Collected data
= = =
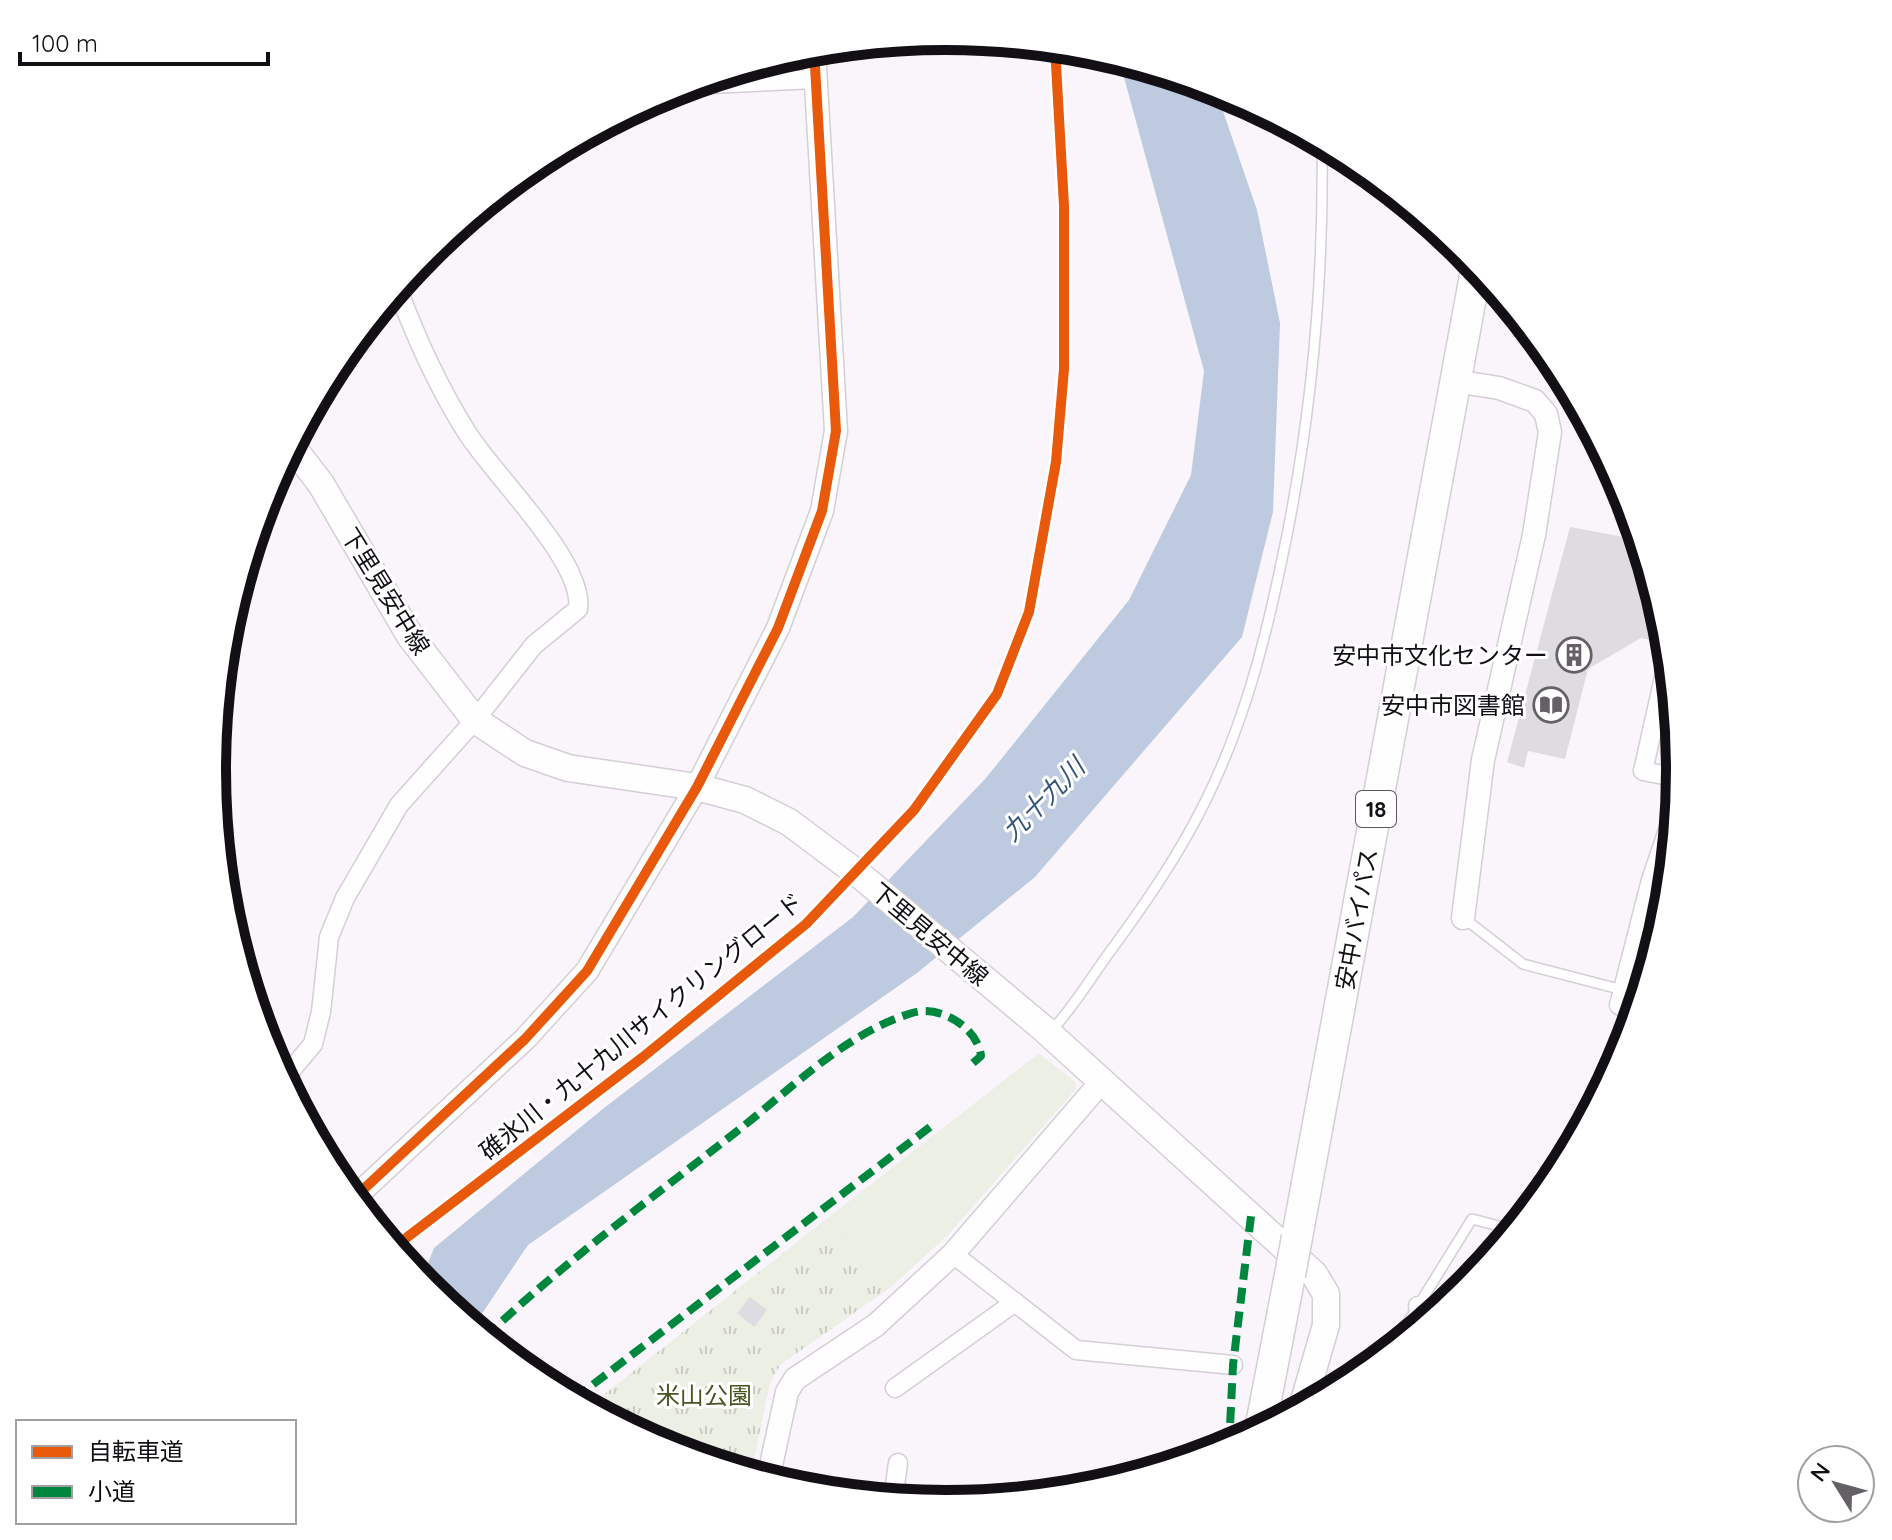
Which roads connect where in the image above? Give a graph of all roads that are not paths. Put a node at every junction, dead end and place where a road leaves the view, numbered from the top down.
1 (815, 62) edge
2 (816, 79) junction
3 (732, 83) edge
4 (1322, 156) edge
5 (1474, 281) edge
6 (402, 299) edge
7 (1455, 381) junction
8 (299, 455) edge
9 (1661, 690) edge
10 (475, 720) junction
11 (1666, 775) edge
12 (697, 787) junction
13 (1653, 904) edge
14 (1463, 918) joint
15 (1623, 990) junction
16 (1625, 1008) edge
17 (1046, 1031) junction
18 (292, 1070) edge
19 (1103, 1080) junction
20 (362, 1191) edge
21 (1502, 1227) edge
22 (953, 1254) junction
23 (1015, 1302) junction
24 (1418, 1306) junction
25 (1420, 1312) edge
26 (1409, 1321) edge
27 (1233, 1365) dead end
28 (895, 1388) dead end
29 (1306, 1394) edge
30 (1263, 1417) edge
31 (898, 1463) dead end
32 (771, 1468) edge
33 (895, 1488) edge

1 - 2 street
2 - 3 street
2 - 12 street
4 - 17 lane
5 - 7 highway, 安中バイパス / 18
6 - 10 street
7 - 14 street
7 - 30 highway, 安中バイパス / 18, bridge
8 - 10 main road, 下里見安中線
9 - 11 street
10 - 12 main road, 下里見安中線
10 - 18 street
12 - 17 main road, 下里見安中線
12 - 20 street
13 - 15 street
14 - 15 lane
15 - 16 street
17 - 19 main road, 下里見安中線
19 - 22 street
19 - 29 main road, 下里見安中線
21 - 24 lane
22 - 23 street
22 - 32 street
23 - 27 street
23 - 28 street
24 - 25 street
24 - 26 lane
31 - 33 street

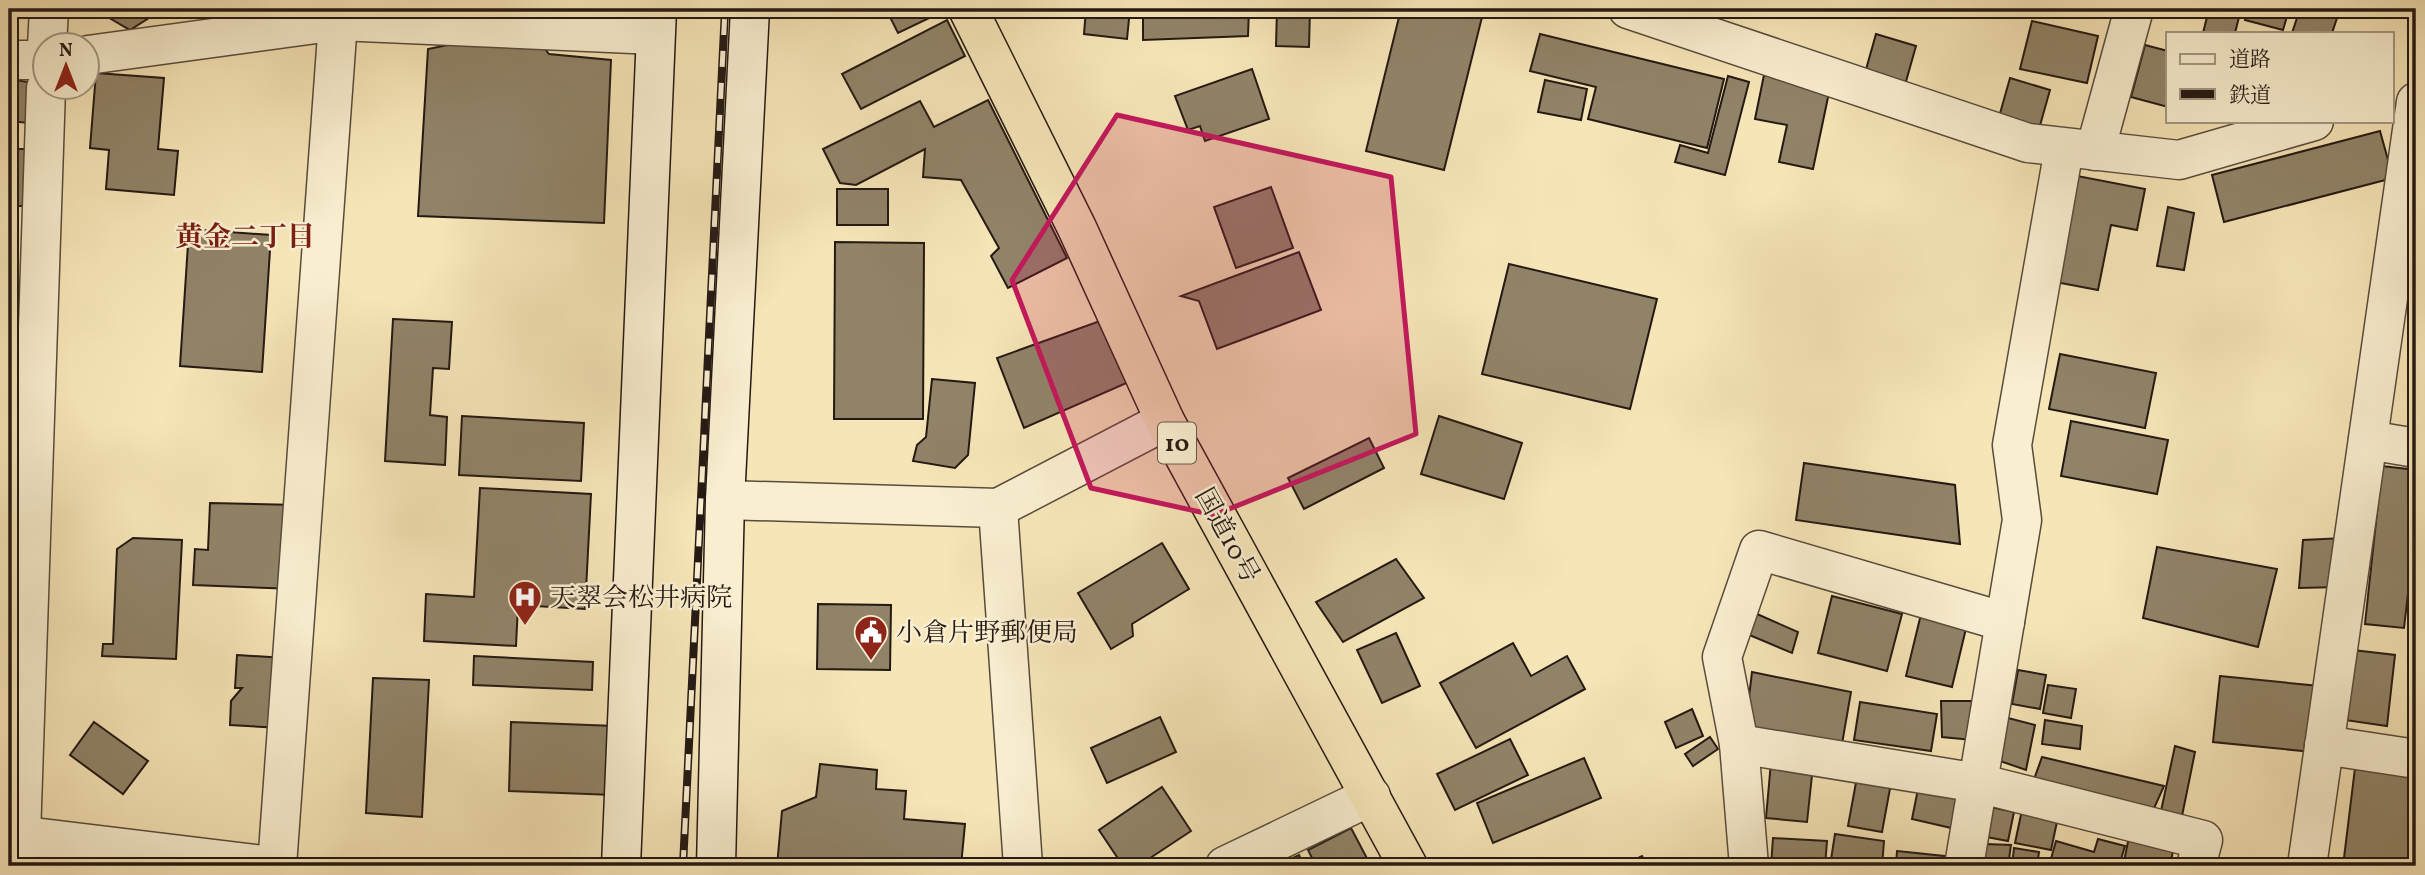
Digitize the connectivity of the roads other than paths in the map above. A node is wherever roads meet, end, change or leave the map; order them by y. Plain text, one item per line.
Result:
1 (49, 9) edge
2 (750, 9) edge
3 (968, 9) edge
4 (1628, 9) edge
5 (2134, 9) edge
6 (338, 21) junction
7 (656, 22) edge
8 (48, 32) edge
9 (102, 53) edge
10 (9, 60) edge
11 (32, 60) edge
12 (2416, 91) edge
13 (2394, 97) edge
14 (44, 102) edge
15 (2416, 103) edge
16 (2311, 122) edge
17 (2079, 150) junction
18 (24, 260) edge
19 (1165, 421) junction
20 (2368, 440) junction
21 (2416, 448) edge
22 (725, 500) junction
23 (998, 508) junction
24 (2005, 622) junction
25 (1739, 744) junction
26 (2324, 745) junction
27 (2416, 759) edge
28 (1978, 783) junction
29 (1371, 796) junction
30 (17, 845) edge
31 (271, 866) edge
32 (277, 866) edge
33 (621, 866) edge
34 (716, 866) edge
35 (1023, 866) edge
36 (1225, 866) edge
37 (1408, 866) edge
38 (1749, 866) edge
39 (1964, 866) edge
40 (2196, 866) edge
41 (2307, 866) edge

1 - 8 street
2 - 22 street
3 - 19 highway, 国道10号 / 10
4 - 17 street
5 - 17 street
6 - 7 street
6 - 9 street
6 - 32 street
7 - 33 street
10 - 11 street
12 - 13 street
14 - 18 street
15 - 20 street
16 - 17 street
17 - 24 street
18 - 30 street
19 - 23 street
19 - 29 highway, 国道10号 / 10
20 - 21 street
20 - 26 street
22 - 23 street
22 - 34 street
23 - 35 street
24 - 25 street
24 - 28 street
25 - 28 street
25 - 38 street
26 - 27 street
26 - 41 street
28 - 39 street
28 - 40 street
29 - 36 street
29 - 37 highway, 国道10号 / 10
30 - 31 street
= = =
The problem:
Would you reproduce the lines above, from the very first through the line containing "Digitize the connectivity", exactly and without the pictures?

Result of this exercise:
Which roads connect where in the image above? Give a graph of all roads that are not paths. Put a node at every junction, dead end and place where a road leaves the view, numbered from the top down.
1 (815, 62) edge
2 (816, 79) junction
3 (732, 83) edge
4 (1322, 156) edge
5 (1474, 281) edge
6 (402, 299) edge
7 (1455, 381) junction
8 (299, 455) edge
9 (1661, 690) edge
10 (475, 720) junction
11 (1666, 775) edge
12 (697, 787) junction
13 (1653, 904) edge
14 (1463, 918) joint
15 (1623, 990) junction
16 (1625, 1008) edge
17 (1046, 1031) junction
18 (292, 1070) edge
19 (1103, 1080) junction
20 (362, 1191) edge
21 (1502, 1227) edge
22 (953, 1254) junction
23 (1015, 1302) junction
24 (1418, 1306) junction
25 (1420, 1312) edge
26 (1409, 1321) edge
27 (1233, 1365) dead end
28 (895, 1388) dead end
29 (1306, 1394) edge
30 (1263, 1417) edge
31 (898, 1463) dead end
32 (771, 1468) edge
33 (895, 1488) edge

1 - 2 street
2 - 3 street
2 - 12 street
4 - 17 lane
5 - 7 highway, 安中バイパス / 18
6 - 10 street
7 - 14 street
7 - 30 highway, 安中バイパス / 18, bridge
8 - 10 main road, 下里見安中線
9 - 11 street
10 - 12 main road, 下里見安中線
10 - 18 street
12 - 17 main road, 下里見安中線
12 - 20 street
13 - 15 street
14 - 15 lane
15 - 16 street
17 - 19 main road, 下里見安中線
19 - 22 street
19 - 29 main road, 下里見安中線
21 - 24 lane
22 - 23 street
22 - 32 street
23 - 27 street
23 - 28 street
24 - 25 street
24 - 26 lane
31 - 33 street

Digitize the connectivity of the roads other than paths in the map above. A node is wherever roads meet, end, change or leave the map; order them by y. Plain text, one item per line.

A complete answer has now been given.